══ DATASET RECORDS

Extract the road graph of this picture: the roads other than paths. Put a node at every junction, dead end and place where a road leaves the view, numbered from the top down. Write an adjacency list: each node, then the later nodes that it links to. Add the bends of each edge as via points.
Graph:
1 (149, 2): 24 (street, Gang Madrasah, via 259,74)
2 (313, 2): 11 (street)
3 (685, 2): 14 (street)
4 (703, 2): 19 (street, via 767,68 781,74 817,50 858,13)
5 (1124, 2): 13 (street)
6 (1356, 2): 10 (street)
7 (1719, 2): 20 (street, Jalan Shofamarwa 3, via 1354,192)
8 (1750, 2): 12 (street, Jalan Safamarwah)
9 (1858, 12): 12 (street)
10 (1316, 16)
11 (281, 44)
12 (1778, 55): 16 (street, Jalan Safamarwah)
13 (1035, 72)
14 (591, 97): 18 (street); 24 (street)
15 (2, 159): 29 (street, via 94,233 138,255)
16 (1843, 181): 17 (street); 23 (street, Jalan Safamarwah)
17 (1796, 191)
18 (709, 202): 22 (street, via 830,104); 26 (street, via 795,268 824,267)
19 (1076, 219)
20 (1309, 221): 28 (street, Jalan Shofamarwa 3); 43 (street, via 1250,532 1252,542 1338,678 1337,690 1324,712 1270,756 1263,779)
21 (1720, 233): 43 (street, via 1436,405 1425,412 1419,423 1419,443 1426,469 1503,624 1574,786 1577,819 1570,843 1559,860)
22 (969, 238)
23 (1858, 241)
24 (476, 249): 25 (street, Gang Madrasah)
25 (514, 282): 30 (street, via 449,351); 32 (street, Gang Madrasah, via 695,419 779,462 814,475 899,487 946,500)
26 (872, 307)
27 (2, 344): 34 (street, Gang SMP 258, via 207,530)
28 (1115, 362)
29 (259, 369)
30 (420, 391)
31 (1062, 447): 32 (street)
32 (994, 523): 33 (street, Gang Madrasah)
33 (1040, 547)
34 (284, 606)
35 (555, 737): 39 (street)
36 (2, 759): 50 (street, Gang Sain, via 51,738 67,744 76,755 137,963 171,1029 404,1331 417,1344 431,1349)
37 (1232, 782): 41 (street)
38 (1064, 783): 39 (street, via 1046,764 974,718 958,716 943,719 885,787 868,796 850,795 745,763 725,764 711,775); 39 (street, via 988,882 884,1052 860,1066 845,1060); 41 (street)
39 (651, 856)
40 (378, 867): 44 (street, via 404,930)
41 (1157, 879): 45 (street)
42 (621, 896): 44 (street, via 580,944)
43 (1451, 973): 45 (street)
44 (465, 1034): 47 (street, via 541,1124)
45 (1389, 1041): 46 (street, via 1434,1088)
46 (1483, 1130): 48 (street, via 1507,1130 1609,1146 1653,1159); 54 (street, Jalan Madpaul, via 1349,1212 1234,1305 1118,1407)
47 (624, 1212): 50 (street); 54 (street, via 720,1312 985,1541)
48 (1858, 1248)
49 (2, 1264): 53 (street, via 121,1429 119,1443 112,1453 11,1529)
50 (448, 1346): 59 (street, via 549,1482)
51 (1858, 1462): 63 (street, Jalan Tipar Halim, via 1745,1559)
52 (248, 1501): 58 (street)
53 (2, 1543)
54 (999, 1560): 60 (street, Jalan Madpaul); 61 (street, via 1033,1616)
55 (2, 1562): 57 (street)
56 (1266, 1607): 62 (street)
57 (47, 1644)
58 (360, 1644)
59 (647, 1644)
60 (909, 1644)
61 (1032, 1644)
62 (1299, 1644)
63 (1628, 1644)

════

Return every line above exactly as it stands.

Extract the road graph of this picture: the roads other than paths. Put a node at every junction, dead end and place where a road leaves the view, numbered from the top down. Write an adjacency list: each node, then the later nodes that it links to. Add the bends of each edge as via points.
Graph:
1 (149, 2): 24 (street, Gang Madrasah, via 259,74)
2 (313, 2): 11 (street)
3 (685, 2): 14 (street)
4 (703, 2): 19 (street, via 767,68 781,74 817,50 858,13)
5 (1124, 2): 13 (street)
6 (1356, 2): 10 (street)
7 (1719, 2): 20 (street, Jalan Shofamarwa 3, via 1354,192)
8 (1750, 2): 12 (street, Jalan Safamarwah)
9 (1858, 12): 12 (street)
10 (1316, 16)
11 (281, 44)
12 (1778, 55): 16 (street, Jalan Safamarwah)
13 (1035, 72)
14 (591, 97): 18 (street); 24 (street)
15 (2, 159): 29 (street, via 94,233 138,255)
16 (1843, 181): 17 (street); 23 (street, Jalan Safamarwah)
17 (1796, 191)
18 (709, 202): 22 (street, via 830,104); 26 (street, via 795,268 824,267)
19 (1076, 219)
20 (1309, 221): 28 (street, Jalan Shofamarwa 3); 43 (street, via 1250,532 1252,542 1338,678 1337,690 1324,712 1270,756 1263,779)
21 (1720, 233): 43 (street, via 1436,405 1425,412 1419,423 1419,443 1426,469 1503,624 1574,786 1577,819 1570,843 1559,860)
22 (969, 238)
23 (1858, 241)
24 (476, 249): 25 (street, Gang Madrasah)
25 (514, 282): 30 (street, via 449,351); 32 (street, Gang Madrasah, via 695,419 779,462 814,475 899,487 946,500)
26 (872, 307)
27 (2, 344): 34 (street, Gang SMP 258, via 207,530)
28 (1115, 362)
29 (259, 369)
30 (420, 391)
31 (1062, 447): 32 (street)
32 (994, 523): 33 (street, Gang Madrasah)
33 (1040, 547)
34 (284, 606)
35 (555, 737): 39 (street)
36 (2, 759): 50 (street, Gang Sain, via 51,738 67,744 76,755 137,963 171,1029 404,1331 417,1344 431,1349)
37 (1232, 782): 41 (street)
38 (1064, 783): 39 (street, via 1046,764 974,718 958,716 943,719 885,787 868,796 850,795 745,763 725,764 711,775); 39 (street, via 988,882 884,1052 860,1066 845,1060); 41 (street)
39 (651, 856)
40 (378, 867): 44 (street, via 404,930)
41 (1157, 879): 45 (street)
42 (621, 896): 44 (street, via 580,944)
43 (1451, 973): 45 (street)
44 (465, 1034): 47 (street, via 541,1124)
45 (1389, 1041): 46 (street, via 1434,1088)
46 (1483, 1130): 48 (street, via 1507,1130 1609,1146 1653,1159); 54 (street, Jalan Madpaul, via 1349,1212 1234,1305 1118,1407)
47 (624, 1212): 50 (street); 54 (street, via 720,1312 985,1541)
48 (1858, 1248)
49 (2, 1264): 53 (street, via 121,1429 119,1443 112,1453 11,1529)
50 (448, 1346): 59 (street, via 549,1482)
51 (1858, 1462): 63 (street, Jalan Tipar Halim, via 1745,1559)
52 (248, 1501): 58 (street)
53 (2, 1543)
54 (999, 1560): 60 (street, Jalan Madpaul); 61 (street, via 1033,1616)
55 (2, 1562): 57 (street)
56 (1266, 1607): 62 (street)
57 (47, 1644)
58 (360, 1644)
59 (647, 1644)
60 (909, 1644)
61 (1032, 1644)
62 (1299, 1644)
63 (1628, 1644)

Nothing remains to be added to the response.